Figure 1: Europe – Gas in Storage Historical Seasonal Trends and Alternative Outlooks for the Next 4 Months Based on Past Withdrawal Rates
This is the most important prerequisite for high prices. More storage draws are to be expected in line with typical seasonal trends. If colder-than-usual weather hits Europe, demand spikes will lead to even higher draws, as illustrated by the storage outlook based on the 2017/2018 winter withdrawal rate when the Beast from East invaded Europe. Lower supplies from Russia are set to maintain the supply tightness and a general market unease. Russia’s strategy to use short term pipeline capacity booking, keeping the market on its toes, and the mounting risk premium linked to geopolitical tensions over Ukraine could lead to a non-food related post-Christmas nausea among market players. Considering all this, it is likely that prices will stay close to recent record levels or even go higher in January. A market respite is not to be expected before the tail-end of the heating season in April 2022.
What’s next?
The current crisis could cause demand destruction in the industry and the power sector as companies shut down or there is an extra push for decarbonisation. At the same time, the high prices are likely to accelerate the recovery of US gas production. The latest Short-Term Energy Outlook of the US Energy Information Administration projects a recovery of US gas production to above pre-COVID-19 levels by December 2022. This is 7% higher than the projection in January 2021, pointing to the strong positive impact of higher prices on supply. Higher production from the US would contribute to easing prices. Russia will continue to be a wild card. If geopolitical tensions with the EU and NATO do not subside and there is a sharp reduction in exports to Europe, there will be little to stop a repetition of the crisis next winter.
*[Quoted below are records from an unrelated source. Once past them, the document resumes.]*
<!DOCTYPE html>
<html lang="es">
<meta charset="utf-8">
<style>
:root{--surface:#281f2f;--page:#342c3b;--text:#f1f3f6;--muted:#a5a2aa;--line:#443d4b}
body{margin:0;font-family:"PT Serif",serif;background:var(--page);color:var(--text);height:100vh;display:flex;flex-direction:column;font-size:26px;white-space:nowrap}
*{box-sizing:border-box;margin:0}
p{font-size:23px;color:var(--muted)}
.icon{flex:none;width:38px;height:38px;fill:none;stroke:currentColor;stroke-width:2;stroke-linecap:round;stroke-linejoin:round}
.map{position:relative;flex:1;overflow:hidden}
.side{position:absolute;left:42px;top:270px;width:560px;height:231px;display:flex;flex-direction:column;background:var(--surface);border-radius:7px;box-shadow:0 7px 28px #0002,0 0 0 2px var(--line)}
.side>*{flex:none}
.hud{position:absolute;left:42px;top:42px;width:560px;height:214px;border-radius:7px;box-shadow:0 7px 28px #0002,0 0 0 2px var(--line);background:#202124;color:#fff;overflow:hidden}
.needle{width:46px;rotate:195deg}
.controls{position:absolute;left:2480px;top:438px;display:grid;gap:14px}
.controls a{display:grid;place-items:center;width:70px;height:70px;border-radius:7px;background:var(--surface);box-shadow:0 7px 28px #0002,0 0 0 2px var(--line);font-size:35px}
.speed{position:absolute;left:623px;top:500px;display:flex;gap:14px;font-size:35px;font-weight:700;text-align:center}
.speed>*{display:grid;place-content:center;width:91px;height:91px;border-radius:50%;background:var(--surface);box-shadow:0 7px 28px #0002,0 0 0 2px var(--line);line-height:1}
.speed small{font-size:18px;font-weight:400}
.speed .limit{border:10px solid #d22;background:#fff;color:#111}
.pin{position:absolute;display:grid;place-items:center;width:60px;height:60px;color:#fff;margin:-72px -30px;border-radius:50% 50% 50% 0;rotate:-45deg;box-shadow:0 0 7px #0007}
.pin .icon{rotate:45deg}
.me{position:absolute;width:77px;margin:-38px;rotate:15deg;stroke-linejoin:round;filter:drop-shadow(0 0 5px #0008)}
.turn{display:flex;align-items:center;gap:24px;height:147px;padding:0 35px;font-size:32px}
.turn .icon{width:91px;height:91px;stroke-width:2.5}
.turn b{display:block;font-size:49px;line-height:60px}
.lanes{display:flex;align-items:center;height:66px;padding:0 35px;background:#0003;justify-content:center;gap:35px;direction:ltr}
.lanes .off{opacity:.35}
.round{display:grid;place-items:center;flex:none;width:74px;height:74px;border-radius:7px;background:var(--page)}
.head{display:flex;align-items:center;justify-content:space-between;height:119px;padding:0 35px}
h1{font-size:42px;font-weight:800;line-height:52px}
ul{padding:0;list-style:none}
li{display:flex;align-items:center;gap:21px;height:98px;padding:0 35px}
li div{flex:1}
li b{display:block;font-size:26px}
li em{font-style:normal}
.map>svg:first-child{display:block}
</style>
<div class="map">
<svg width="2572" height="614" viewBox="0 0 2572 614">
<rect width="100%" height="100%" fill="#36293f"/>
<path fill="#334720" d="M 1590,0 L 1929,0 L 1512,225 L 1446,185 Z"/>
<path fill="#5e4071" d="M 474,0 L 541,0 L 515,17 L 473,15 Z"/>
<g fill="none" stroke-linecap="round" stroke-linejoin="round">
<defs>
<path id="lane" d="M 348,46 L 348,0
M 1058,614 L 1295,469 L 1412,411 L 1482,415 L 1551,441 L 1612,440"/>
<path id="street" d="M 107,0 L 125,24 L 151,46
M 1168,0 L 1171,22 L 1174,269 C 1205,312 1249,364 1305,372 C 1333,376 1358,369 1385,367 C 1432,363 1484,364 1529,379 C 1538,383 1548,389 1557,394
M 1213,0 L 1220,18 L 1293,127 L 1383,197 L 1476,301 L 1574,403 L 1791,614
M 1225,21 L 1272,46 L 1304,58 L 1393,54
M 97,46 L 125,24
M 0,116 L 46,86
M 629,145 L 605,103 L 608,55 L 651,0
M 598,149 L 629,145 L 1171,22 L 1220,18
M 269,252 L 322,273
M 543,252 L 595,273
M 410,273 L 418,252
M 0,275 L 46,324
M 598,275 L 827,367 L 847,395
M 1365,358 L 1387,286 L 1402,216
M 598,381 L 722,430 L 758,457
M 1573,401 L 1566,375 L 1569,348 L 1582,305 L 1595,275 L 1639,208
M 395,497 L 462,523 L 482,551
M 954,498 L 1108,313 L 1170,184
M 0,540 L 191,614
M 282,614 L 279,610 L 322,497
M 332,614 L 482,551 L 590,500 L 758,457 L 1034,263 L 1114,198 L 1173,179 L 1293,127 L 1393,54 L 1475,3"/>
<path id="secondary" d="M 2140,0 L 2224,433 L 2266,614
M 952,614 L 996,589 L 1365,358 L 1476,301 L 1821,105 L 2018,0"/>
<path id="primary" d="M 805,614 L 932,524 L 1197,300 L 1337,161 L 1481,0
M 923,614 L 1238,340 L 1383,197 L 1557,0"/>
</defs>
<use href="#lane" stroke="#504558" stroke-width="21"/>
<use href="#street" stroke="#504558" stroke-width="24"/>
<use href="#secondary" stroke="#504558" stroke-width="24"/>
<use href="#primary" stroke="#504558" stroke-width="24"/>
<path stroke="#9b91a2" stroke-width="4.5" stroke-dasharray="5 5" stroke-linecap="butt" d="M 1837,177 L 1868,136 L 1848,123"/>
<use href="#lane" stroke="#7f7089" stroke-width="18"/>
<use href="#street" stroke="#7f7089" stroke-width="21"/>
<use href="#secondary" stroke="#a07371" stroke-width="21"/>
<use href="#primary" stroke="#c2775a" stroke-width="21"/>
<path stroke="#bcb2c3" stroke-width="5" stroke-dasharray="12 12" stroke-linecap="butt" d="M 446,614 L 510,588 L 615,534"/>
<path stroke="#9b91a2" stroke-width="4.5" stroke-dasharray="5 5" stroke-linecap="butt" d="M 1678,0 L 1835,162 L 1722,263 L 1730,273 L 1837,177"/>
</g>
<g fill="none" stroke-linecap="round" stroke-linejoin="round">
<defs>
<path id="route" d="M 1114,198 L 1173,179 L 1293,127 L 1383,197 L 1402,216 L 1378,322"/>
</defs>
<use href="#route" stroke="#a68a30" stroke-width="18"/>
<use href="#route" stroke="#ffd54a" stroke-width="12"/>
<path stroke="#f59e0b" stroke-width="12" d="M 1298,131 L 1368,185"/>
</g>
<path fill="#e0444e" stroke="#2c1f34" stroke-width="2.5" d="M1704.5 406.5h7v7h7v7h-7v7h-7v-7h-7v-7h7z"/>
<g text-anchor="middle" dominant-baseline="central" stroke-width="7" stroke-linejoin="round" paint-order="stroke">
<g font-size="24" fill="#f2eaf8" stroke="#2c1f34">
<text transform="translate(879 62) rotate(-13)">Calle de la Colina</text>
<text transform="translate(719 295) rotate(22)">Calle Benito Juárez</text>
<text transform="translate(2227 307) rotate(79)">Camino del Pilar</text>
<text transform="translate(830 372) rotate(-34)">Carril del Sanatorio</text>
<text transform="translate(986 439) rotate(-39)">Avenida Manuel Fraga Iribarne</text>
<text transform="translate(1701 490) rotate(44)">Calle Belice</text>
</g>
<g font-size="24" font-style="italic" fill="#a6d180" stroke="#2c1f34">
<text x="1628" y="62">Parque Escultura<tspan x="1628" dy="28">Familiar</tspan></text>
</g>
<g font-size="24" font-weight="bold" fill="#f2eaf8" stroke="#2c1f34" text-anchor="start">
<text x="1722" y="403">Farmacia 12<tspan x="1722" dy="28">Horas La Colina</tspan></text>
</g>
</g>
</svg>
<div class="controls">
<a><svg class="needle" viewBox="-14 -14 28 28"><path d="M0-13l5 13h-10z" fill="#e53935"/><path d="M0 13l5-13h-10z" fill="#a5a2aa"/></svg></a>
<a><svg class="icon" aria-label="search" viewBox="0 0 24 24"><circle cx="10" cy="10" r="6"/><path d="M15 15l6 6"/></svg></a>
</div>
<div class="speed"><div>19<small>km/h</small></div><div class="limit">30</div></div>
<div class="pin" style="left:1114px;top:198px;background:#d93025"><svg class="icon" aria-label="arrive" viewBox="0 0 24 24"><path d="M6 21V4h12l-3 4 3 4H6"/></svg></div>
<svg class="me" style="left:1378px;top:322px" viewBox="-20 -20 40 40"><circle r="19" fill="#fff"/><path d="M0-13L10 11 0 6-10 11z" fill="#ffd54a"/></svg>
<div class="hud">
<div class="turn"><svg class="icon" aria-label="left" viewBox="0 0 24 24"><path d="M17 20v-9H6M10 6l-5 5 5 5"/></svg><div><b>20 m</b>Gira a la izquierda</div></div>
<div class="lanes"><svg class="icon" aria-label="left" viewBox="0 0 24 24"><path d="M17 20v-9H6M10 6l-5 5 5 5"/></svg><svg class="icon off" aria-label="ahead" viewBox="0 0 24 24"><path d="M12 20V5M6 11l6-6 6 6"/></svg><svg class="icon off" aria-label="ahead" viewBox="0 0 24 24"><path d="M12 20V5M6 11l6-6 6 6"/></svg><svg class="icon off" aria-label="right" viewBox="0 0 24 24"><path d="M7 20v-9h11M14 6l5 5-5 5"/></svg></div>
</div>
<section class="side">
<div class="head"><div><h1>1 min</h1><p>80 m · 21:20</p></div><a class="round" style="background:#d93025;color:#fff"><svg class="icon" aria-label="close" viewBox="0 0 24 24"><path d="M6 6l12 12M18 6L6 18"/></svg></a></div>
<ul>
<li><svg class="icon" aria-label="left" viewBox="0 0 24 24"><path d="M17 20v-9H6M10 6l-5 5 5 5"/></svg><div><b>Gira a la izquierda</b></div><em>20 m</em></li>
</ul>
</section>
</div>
A worrying clue for this negative scenario is the forward price of the Dutch virtual trading hub benchmark for January 2023, which has increased strongly in the last weeks of December 2021, suggesting that market players are pricing in a deterioration of Russia-EU gas relations.
Lessons learned
The 2021 energy crisis has clearly demonstrated that the energy transition is not the problem but the solution. The efforts to promote the role of natural gas as a cheap and reliable bridge fuel for a low-carbon transition are failing. The need to promote accelerated fossil fuel phase out and a shift to renewables-based electrification is clearer than ever. The longer gas prices remain high, the faster the shift to alternative energy sources will be. Decarbonizing energy markets will also deliver a blow to Russia’s ambition to increase its economic and political influence in Europe. Hence, there is an urgent need to simultaneously strengthen gas supply diversification efforts, the completion of European gas markets’ integration and the decarbonisation of electricity supply making Europe more energy secure and resilient to future market volatility. To overcome the political fallout from the current energy crisis and the spectre of energy outages in the winter would require strong political will to power through necessary reforms that will switch the gears of the green energy transition in Europe.